Pressione alta, non dimenticate le terapie: saltarle aumenta il rischio di infarto e ictus
Ipertensione. Se il medico prescrive una terapia, seguitela bene. Altrimenti rischiate di più eventi cardiovascolari come infarto e ictus. A richiamare l’attenzione all’aderenza terapeutica, perché i farmaci non funzionano se non si prendono, è una ricerca resa nota al congresso della Società europea di Cardiologia (Esc) in corso a Monaco di Baviera.
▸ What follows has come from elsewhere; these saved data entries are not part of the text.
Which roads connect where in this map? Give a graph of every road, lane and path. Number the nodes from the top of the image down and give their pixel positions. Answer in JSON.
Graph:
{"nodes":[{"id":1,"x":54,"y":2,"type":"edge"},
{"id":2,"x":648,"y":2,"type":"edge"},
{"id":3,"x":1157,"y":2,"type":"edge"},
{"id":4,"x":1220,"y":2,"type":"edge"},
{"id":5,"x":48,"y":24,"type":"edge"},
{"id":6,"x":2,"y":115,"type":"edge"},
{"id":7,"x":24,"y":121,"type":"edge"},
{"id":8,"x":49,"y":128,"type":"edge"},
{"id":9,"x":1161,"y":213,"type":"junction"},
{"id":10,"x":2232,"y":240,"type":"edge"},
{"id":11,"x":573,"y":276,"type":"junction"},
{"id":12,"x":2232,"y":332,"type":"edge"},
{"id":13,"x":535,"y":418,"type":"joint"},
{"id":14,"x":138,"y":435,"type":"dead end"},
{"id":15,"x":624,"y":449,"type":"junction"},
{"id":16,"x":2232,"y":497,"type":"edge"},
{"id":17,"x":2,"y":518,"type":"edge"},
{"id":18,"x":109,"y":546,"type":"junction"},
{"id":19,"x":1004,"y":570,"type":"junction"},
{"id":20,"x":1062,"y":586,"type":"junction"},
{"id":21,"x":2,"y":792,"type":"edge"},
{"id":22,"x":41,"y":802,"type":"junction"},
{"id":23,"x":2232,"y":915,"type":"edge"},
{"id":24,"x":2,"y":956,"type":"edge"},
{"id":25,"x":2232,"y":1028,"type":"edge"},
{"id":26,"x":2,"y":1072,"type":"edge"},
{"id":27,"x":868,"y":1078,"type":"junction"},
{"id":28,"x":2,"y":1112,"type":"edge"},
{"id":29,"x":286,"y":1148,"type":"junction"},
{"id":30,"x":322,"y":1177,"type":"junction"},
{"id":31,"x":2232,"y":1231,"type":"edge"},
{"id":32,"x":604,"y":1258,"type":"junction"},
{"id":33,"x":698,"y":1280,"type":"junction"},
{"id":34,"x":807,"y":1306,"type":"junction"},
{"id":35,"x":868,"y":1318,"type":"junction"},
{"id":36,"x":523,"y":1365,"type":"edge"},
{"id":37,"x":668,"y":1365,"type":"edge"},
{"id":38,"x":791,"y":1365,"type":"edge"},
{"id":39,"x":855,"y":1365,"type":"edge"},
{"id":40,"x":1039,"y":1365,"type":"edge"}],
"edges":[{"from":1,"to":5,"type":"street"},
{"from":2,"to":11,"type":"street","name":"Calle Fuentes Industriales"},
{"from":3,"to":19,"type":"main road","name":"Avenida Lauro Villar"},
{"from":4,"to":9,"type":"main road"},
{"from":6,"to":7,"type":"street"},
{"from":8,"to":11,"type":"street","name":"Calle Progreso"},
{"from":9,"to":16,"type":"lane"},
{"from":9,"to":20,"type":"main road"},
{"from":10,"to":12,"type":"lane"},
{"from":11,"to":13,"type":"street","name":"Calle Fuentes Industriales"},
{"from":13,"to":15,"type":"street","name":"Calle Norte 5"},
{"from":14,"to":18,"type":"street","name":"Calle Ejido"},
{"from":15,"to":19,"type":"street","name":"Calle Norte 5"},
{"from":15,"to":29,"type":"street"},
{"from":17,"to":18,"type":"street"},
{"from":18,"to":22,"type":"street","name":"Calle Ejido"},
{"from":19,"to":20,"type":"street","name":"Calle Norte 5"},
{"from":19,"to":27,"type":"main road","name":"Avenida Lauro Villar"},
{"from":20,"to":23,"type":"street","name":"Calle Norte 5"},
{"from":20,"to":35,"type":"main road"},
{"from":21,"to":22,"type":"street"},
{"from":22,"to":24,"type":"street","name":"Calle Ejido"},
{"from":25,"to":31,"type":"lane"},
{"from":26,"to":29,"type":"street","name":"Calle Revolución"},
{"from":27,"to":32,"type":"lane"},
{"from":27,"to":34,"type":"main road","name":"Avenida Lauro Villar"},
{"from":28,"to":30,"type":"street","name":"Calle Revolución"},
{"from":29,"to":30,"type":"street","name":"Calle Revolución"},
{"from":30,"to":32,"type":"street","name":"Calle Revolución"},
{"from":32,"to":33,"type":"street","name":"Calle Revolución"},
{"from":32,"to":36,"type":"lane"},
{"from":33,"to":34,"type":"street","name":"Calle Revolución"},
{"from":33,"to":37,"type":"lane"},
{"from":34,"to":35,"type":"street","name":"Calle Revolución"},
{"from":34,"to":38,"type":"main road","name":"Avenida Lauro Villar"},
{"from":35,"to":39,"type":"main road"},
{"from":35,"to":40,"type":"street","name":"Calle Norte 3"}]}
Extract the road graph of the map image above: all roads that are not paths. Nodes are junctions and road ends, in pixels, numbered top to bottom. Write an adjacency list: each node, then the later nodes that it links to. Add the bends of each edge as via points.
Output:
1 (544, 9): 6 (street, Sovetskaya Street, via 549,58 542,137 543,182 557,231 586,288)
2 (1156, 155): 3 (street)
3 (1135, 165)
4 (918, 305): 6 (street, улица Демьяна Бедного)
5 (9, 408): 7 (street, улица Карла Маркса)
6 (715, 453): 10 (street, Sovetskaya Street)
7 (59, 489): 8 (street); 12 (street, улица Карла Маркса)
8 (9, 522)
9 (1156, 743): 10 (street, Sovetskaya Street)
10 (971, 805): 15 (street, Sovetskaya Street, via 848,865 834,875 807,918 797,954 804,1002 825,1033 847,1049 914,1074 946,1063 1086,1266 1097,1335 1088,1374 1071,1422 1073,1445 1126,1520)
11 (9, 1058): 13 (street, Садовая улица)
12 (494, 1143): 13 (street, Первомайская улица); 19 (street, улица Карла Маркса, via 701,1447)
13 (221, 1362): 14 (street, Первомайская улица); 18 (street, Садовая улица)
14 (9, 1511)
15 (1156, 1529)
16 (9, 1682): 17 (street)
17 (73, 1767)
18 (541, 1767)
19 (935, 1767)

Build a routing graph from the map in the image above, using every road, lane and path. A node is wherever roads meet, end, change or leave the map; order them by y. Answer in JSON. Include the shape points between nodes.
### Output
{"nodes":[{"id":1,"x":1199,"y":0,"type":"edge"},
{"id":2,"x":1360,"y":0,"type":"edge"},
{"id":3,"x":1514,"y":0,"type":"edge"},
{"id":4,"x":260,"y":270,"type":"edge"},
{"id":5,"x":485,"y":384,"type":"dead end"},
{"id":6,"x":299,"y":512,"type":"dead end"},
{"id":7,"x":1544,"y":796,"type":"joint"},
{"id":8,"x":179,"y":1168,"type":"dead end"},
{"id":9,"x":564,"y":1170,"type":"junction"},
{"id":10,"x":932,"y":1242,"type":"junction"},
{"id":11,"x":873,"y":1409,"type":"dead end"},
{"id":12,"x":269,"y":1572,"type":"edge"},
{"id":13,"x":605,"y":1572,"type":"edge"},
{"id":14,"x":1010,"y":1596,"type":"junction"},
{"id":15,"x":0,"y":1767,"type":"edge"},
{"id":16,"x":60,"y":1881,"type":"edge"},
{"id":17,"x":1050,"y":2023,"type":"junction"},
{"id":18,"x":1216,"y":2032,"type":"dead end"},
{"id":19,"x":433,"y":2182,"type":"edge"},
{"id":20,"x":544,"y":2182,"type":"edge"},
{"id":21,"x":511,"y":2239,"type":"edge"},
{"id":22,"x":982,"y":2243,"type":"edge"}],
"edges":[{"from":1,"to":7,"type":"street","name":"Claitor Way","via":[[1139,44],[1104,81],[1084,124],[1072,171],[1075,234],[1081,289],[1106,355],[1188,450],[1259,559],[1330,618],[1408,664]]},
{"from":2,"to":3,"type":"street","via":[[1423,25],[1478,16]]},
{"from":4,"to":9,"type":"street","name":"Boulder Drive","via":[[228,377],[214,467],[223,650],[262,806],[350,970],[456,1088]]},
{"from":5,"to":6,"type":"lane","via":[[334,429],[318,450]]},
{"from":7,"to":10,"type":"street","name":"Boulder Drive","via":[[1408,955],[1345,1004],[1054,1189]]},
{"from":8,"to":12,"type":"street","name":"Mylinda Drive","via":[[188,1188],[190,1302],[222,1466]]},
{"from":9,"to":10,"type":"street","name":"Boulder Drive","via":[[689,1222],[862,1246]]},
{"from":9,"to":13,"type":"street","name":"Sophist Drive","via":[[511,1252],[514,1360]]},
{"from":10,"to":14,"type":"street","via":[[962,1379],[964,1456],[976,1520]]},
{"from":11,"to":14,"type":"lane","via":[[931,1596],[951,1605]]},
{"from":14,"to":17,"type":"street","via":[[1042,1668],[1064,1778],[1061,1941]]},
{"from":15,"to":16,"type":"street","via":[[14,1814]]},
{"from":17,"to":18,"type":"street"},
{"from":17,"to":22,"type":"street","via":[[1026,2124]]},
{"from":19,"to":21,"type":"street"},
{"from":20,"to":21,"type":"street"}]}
Lo studio ha preso in considerazione i risultati di nove diversi studi clinici, dimostrando una realtà cui spesso non si pensa: gli eventi cardiovascolari si sono ridotti solo nei pazienti con elevata aderenza alla terapia, non in quelli che saltavano regolarmente le dosi. Monito per i medici e non solo: non basta indicare i trattamenti, ma occorre anche spiegare bene quanto è importante seguire le cure per un fattore di rischio cronico tanto importante come l’ipertensione. Purtroppo, stando a quanto riporta una nota dell’Esc, pur se la pressione alta rappresenta uno dei fattori di rischio più significativi per il carico di malattia che comporta e nonostante i comprovati benefici dei farmaci antipertensivi nella riduzione degli eventi cardiovascolari, circa la metà dei pazienti non li assume secondo prescrizione.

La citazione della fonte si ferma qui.